Otra de las más sonadas deserciones de Eurovisión ocurrió precisamente en la cita de Moscú de 2009, cuando la televisión rusa vetó un verso de la canción de Georgia que decía “We don’t wanna put in” –un juego de palabras que trasluce ‘No queremos a Put-in’-, como muestra repulsa por el conflicto entre ambas naciones.

Nuestro país no se libra de la instrumentalización política de este certamen. El ejemplo más reciente es nuestro participante en esta edición. Miki acaba de declarar a El Periódico: "Solo por haber nacido en Catalunya, ya existe el prejuicio de que no podemos hacer nada para España". Algo que ha repetido en numerosas entrevistas, tal vez para compensar la polémica foto que lo mostraba, años atrás, en una manifestación con una estelada colgada a la espalda.

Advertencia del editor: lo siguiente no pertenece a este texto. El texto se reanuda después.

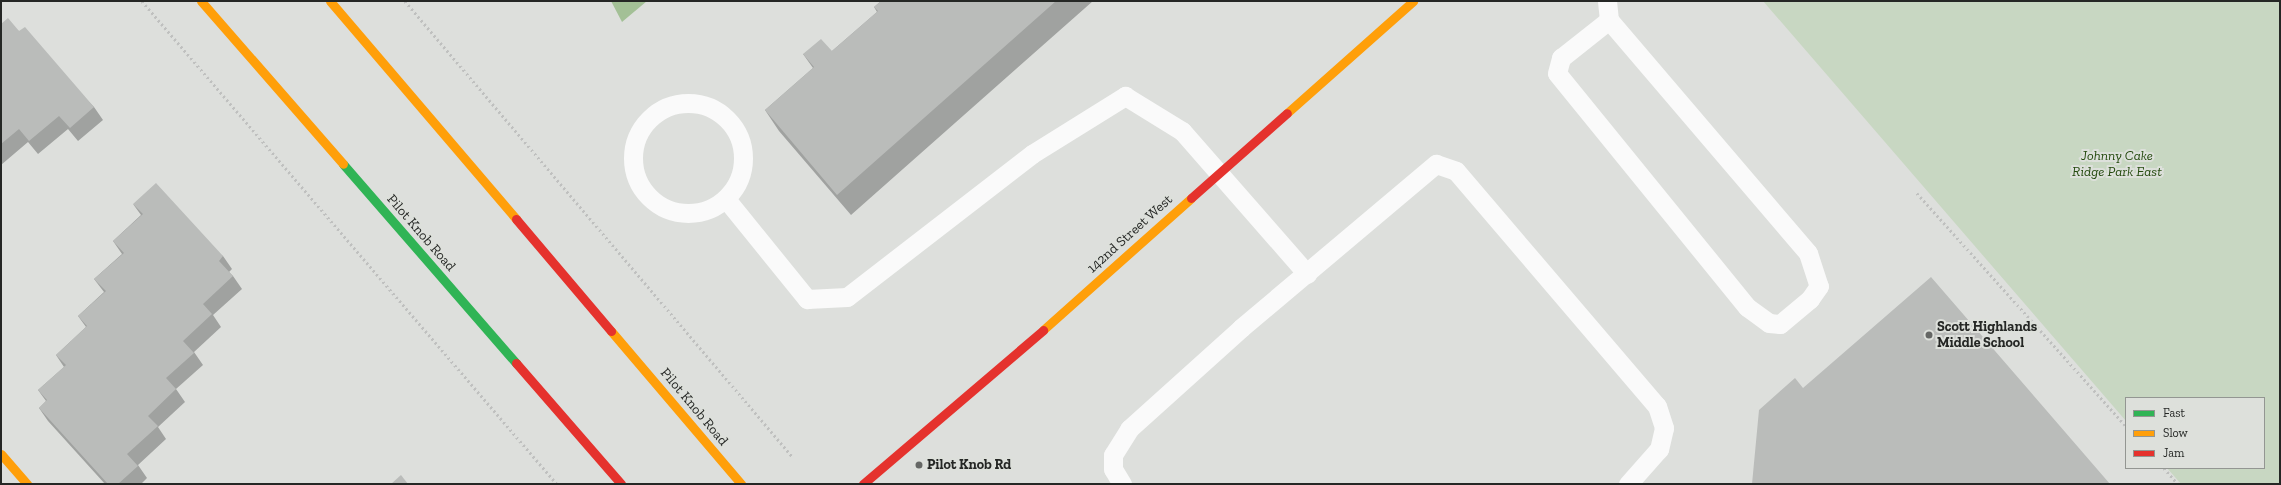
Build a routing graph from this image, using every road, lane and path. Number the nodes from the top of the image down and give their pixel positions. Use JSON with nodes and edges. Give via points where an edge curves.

Eso generó el rechazo de muchos eurofans a su participación en el evento. 

El candidato de la pasada edición, Alfred, también había generado un gran revuelo cuando se destapó que había participado en la Diada de l’11 de setembre de 2014. Tuvo que repetir en varias declaraciones que lo suyo "no es la política, sino la música". Son dos casos recientes, pero el sesgo político e ideológico de España en el festival viene de muy atrás: Franco se negó a que actuara Serrat en 1968, a pesar de que fue el elegido internamente, porque iba a cantar en catalán. Finalmente, lo sustituyó Massiel con su celebérrimo La, la, la

¿Quién ganará este año el festival? Como en el resto de ediciones, pese a lo pegadizas que sean las melodías, habrá que volver a prestar atención a las letras.